It goes without saying that Niki Trumbo would have unusually intimate insight others would not likely possess in regards to director Jay Roach’s Trumbo. After all, the movie is a biopic of her two-time Academy Award-winning screenwriter father, Dalton Trumbo (portrayed by Bryan Cranston), after all, so she was front and center for all of the events depicted within the confines of the 124-minute opus. The majority of the picture focuses on his blacklisting in Hollywood after he and several of his fellow writers stood up to the House Un-American Activities Committee (HUAC), each accused of being communists, all unwilling to throw others under the bus just so they could stay out of jail.

PHOTO: Bleecker Street

PHOTO: Bleecker Street

“It was weird,” laughs Niki Trumbo, “watching portions of it that first time. We went to New Orleans to visit the set and one of the producers showed us a little five minute clip of the birthday scene, and it just undid me. I was just in tears. I can’t exactly explain what it feels like, to see yourself – although it is not you – in a scene you never were really in or happened exactly like it was depicted but the essence of which of the emotion and what I was feeling during that time is all right there. It’s a little overwhelming.”

A Seattle resident, I was able to sit down for a few minutes with Niki at the downtown Fairmont Olympic Hotel to discuss her father, the film and what the entire process of having a Hollywood filmmaker dig so deeply into her life has been like.

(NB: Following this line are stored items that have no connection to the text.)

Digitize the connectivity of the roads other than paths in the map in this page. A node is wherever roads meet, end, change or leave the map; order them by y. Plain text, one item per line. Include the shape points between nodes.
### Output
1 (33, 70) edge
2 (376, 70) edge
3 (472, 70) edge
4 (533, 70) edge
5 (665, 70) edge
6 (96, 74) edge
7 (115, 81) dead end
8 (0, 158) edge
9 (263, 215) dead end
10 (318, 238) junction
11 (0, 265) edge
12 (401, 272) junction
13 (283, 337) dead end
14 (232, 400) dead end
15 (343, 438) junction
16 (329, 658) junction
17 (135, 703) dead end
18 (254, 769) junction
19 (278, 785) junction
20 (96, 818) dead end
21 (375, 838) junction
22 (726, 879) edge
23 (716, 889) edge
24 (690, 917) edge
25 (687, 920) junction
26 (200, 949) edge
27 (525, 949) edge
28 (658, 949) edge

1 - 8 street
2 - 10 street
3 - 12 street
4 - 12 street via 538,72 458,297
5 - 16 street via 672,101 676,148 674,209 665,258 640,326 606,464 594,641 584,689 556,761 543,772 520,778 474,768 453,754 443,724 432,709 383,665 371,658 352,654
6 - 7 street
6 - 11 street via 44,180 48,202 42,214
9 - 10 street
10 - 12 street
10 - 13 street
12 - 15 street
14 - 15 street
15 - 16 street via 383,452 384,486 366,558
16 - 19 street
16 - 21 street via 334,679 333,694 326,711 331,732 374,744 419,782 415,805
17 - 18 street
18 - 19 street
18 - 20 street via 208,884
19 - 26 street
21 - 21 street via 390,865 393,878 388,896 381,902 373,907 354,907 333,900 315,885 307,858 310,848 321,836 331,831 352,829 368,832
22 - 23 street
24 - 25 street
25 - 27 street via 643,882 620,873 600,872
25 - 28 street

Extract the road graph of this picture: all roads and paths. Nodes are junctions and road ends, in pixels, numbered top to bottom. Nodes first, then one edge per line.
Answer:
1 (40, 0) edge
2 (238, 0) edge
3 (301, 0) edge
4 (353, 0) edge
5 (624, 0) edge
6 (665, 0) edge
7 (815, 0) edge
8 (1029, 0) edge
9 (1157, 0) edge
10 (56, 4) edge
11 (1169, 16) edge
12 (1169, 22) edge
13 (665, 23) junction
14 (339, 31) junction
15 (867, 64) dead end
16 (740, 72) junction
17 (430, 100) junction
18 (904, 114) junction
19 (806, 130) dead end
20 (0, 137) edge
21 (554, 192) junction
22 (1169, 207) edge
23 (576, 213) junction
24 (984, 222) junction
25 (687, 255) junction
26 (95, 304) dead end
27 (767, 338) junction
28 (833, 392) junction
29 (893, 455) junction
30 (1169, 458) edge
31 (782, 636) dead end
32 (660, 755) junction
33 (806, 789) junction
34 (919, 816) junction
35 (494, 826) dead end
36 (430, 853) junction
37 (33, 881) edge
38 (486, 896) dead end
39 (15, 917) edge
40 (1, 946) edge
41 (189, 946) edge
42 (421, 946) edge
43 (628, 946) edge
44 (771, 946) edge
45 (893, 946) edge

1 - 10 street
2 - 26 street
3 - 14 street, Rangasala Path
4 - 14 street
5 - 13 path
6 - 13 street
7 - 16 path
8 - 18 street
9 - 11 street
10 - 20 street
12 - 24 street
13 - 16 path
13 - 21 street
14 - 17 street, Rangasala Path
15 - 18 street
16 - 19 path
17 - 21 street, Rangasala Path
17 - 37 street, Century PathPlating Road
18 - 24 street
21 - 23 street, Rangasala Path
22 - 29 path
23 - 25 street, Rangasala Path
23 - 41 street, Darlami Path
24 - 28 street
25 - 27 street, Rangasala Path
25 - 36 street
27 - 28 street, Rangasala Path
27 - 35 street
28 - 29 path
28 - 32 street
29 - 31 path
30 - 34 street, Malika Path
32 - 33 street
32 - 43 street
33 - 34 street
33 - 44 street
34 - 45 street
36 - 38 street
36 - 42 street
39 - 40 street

Although brief, our conversation was a consistently engaging one, and for my part it time flew by way too quickly.

“I love this movie,” she says with a massive grin. “I love it so much. I like the father-daughter story because it is representative to what so much of our relationship was like. I love how they’ve depicted Trumbo. I love Bryan’s performance. There is nothing about this movie that I can think of that I don’t like.”

There’s a wonderful sequence early on in the film where Dalton and Niki are horseback riding, and it is here the daughter asks her loving dad to explain communism to her. It’s a wonderful moment, perfectly sublime in both delivery and impact, allowing the viewer instant insight into who this man was, his thought process and his deep, overwhelming desire to be a good father even as he knows a storm of immeasurable power and size is about to descend upon him and his family. Granted, it also never happened. At least, not all at once, and not as depicted in the film.

“No,” she chuckles, “we never had a conversation like that one while riding horses. That’s made up. But it’s also what I was referring to earlier. It’s another essence moment, a scene that fits what was going on at the time and the emotions we were feeling, but not actual reality. The real moment was more like me asking, ‘Daddy, are you a communist?’ and him replying that he was. The follow-up question was something like, ‘Can I be a communist when I grow up?’ and I wanted him to say that of course I could be; that he’d be so proud of me if I was. Instead he told me I had to be 21 before I could make decisions like that. I had to be old enough to vote. I was so disappointed!”

“Of course, what I wanted was his approval more than I wanted to be a communist. But, I also think he didn’t want to influence my political beliefs, so he wanted to distance himself a little bit from doing that until I was older and could actually talk about, discuss and debate those sort of topics from a place of mutual understanding.”

A statement which makes a lot of sense when you look at Dalton Trumbo’s Hollywood career. While his point of view is arguably never in doubt, the majority of his most noteworthy scripts, ranging from Roman Holiday, to The Brave One, to Spartacus, to Lonely Are the Brave (if only to name just a few), still allow the viewer to make up their own minds in regards to the deeper themes lurking within each of them. They trade in varying shades of grey. More, they treat every character with humongous respect, even the most risible and loathsome of villain in need of human sympathy and understanding, each film all the better because of this.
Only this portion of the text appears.